Among the culture-critical censors, judgments vary on the advantages and disadvantages of modernity for life. They see an advantage in the growth of play with its spontaneity and its vital freshness, a disadvantage in the big business of gigantic mass events, in their planned, technologically and economically arranged implementation. However, perhaps it is premature to denigrate present-day life according to the standards of past ages. Is it so certain that play in the small format of individuals and groups was “more essential” than play in the great format of the masses? Does human play still have more changes before it that we cannot foresee, primordial stances of the collective soul, too? Even the human history of play has not yet come to an end that would provide a complete overview. Even if we collect a substantial amount of ethnological material, research the customs of play belonging to primitive and civilized peoples, and attempt an anatomy of homo ludens, we will still scarcely8 arrive at a conclusive result, because the human being always plays with play, too.
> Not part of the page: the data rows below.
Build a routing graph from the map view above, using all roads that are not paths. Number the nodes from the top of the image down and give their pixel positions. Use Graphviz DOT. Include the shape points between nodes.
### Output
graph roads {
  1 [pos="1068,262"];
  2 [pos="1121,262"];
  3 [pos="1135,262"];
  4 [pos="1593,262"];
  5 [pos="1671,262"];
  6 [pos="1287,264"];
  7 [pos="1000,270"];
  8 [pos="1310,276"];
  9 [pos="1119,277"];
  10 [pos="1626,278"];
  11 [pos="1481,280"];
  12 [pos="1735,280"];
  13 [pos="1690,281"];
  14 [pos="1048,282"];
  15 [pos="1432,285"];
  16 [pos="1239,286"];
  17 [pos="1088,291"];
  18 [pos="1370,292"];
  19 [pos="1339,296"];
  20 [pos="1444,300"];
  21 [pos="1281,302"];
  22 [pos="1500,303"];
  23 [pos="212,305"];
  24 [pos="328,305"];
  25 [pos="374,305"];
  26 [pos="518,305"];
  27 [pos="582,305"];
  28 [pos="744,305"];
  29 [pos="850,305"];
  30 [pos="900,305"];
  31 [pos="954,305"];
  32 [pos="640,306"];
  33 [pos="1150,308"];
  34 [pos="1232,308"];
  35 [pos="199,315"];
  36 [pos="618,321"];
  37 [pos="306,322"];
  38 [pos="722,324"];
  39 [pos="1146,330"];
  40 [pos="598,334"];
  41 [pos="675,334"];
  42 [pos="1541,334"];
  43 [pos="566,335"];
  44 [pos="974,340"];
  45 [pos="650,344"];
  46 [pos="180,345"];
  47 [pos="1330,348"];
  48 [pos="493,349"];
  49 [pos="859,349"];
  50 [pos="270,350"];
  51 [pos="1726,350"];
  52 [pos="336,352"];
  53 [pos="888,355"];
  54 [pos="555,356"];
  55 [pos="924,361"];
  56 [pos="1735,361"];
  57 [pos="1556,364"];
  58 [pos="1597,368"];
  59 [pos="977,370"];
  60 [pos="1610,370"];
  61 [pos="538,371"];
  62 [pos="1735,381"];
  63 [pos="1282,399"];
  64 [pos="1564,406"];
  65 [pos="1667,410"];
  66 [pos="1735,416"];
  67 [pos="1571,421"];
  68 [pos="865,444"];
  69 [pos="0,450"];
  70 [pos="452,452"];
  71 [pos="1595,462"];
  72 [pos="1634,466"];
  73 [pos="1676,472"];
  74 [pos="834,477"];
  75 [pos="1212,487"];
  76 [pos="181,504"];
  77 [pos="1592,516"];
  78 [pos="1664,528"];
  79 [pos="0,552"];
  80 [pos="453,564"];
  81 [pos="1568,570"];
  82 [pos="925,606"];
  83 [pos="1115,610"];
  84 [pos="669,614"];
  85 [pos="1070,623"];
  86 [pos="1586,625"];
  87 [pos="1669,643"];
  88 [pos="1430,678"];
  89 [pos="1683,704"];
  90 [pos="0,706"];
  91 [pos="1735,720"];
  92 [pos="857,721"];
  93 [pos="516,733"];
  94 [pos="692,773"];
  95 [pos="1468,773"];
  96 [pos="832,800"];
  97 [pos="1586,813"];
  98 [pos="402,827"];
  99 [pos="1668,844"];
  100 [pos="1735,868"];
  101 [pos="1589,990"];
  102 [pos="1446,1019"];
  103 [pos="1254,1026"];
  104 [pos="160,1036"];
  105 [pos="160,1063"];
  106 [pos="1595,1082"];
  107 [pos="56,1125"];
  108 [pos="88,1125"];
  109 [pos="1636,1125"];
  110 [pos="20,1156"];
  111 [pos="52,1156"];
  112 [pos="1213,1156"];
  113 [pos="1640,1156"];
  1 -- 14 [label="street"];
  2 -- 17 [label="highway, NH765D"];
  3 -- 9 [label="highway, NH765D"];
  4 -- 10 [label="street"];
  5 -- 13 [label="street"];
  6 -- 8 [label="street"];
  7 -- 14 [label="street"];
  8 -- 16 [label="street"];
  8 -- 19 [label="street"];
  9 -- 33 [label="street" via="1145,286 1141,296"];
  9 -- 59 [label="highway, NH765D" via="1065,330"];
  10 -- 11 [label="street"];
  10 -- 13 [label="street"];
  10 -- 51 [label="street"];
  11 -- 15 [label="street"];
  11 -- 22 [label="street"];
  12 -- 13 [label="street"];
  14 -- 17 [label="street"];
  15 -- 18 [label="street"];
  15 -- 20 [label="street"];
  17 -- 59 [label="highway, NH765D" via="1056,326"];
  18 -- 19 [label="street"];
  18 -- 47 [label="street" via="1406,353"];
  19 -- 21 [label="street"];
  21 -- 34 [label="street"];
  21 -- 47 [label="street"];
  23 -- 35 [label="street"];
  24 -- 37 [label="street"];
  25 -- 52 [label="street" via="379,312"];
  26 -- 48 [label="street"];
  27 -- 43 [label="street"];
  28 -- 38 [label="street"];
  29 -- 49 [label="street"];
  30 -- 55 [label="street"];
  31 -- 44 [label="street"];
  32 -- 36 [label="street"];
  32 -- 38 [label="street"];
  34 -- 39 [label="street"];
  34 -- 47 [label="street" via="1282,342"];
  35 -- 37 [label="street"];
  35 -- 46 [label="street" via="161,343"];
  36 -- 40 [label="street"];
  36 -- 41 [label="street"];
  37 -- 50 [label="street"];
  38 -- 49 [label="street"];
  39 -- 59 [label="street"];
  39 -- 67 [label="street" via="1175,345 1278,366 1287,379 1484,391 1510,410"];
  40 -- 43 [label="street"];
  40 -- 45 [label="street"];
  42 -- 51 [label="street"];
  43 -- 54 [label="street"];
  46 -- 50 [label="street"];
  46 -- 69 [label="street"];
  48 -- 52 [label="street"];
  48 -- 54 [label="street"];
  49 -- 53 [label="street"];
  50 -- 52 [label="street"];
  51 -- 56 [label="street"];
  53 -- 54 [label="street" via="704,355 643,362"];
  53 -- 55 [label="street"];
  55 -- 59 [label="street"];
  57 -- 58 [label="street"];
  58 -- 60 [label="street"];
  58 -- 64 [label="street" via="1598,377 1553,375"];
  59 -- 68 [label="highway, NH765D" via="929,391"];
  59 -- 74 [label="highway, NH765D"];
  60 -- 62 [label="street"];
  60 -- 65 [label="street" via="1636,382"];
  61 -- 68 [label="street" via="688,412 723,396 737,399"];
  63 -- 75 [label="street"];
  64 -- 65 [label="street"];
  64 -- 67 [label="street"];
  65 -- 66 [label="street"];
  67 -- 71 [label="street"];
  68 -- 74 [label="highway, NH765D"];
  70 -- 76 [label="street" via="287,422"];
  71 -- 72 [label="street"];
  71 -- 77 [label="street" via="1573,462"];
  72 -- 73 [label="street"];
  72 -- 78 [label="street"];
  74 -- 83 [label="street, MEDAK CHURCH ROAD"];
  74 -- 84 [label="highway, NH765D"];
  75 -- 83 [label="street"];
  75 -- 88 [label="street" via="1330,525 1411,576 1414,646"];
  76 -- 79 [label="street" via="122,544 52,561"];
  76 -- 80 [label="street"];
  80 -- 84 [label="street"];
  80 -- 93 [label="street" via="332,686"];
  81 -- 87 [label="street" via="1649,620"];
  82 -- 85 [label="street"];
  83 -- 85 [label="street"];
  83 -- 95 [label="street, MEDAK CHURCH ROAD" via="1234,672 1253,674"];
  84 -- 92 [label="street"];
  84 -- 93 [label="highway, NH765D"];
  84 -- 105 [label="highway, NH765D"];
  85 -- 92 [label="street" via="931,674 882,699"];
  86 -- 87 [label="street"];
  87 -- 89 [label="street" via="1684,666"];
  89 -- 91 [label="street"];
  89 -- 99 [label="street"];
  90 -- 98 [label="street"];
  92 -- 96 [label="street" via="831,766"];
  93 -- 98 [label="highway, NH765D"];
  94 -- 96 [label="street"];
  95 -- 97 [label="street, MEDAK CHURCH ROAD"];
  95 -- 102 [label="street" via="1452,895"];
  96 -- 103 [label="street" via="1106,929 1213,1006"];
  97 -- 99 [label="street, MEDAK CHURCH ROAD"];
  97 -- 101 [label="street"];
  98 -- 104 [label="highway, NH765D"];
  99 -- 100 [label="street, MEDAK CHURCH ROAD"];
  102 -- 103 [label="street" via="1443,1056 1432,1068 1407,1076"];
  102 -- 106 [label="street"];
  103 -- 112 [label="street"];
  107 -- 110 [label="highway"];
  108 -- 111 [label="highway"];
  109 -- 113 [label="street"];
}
In this remarkable human possibility of comportment there is a provocative theme for ceaseless attempts. That makes all utterances about play fragmentary and preliminary. Indeed, it may almost be desperate to strive for an assured total understanding that would not be tarnished by partisanship and prejudices, that would not be ensnared by the protean charm of playful metamorphoses, that would not be enticed by the gracefulness of the play of the dance, would not be enthused by the spectacle of contests or the blissfully playful activity of children. Can one muster a value-neutral indifference to a phenomenon that is so colorful, so dazzling and shimmering, that spans both the most elevated cheerfulness and tragic seriousness, that is lived with exhilaration and at the same time mirrors the dark sides of existence? Or is the perspective more valid that, inimical to all levity, does not banish the heavy shadows that are cast over the landscape of our life, does not gild them with dream figures, but rather keeps vision clear for the evil and terrible features of humanity, denouncing a deceitful gossamer and a concealing appearance, an illusory world of self-made delusion in play?
Contemplative reflection is already as such alien to play, has no nearness and kinship to that which it wants to grasp. Playing and thinking appear to exclude each other. The reflective human being all too easily goes astray in the labyrinthine phenomenon of play, in its grottoes and secret recesses, in its beguiling appearance, its con-artist world and its fantastical constructs. Play can be spoken of from the distance of the disinterested, who watch an unfamiliar game and then describe a strange human comportment—however, it can also be spoken of in the mode of testimony from experience, thus from the bright sense that play brings with it—and which still remains fully enigmatic despite all the light of understanding. After these reservations, play may now be inquired into according to its anthropological status, according to the problematic of its mode of Being and according to its world significance.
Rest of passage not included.